## Exercise inputs

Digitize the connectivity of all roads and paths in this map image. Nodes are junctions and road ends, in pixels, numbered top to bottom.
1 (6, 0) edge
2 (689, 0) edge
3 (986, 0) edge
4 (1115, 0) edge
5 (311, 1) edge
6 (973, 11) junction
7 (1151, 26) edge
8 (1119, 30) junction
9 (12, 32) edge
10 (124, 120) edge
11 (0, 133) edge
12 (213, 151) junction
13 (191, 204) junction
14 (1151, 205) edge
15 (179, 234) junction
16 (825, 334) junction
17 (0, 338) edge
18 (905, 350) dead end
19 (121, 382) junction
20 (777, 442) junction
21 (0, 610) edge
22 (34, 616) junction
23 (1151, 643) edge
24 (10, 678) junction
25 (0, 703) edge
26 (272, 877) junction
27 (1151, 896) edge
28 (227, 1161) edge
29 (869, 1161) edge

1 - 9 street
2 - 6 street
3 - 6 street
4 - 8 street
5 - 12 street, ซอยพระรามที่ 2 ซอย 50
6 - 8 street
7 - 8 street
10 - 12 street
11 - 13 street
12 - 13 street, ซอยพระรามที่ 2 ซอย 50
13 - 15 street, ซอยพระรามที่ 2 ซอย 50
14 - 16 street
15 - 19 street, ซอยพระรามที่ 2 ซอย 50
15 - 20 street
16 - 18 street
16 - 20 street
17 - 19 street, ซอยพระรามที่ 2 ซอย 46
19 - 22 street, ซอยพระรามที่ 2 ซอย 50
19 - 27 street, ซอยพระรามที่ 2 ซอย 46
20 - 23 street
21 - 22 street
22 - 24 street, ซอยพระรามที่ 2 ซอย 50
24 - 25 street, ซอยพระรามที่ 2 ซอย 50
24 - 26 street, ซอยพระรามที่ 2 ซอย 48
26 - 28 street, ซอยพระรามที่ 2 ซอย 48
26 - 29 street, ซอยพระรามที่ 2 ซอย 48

## Task
Every entry, written out exactly, is what the response should contain.

## Finished exercise
Digitize the connectivity of all roads and paths in this map image. Nodes are junctions and road ends, in pixels, numbered top to bottom.
1 (6, 0) edge
2 (689, 0) edge
3 (986, 0) edge
4 (1115, 0) edge
5 (311, 1) edge
6 (973, 11) junction
7 (1151, 26) edge
8 (1119, 30) junction
9 (12, 32) edge
10 (124, 120) edge
11 (0, 133) edge
12 (213, 151) junction
13 (191, 204) junction
14 (1151, 205) edge
15 (179, 234) junction
16 (825, 334) junction
17 (0, 338) edge
18 (905, 350) dead end
19 (121, 382) junction
20 (777, 442) junction
21 (0, 610) edge
22 (34, 616) junction
23 (1151, 643) edge
24 (10, 678) junction
25 (0, 703) edge
26 (272, 877) junction
27 (1151, 896) edge
28 (227, 1161) edge
29 (869, 1161) edge

1 - 9 street
2 - 6 street
3 - 6 street
4 - 8 street
5 - 12 street, ซอยพระรามที่ 2 ซอย 50
6 - 8 street
7 - 8 street
10 - 12 street
11 - 13 street
12 - 13 street, ซอยพระรามที่ 2 ซอย 50
13 - 15 street, ซอยพระรามที่ 2 ซอย 50
14 - 16 street
15 - 19 street, ซอยพระรามที่ 2 ซอย 50
15 - 20 street
16 - 18 street
16 - 20 street
17 - 19 street, ซอยพระรามที่ 2 ซอย 46
19 - 22 street, ซอยพระรามที่ 2 ซอย 50
19 - 27 street, ซอยพระรามที่ 2 ซอย 46
20 - 23 street
21 - 22 street
22 - 24 street, ซอยพระรามที่ 2 ซอย 50
24 - 25 street, ซอยพระรามที่ 2 ซอย 50
24 - 26 street, ซอยพระรามที่ 2 ซอย 48
26 - 28 street, ซอยพระรามที่ 2 ซอย 48
26 - 29 street, ซอยพระรามที่ 2 ซอย 48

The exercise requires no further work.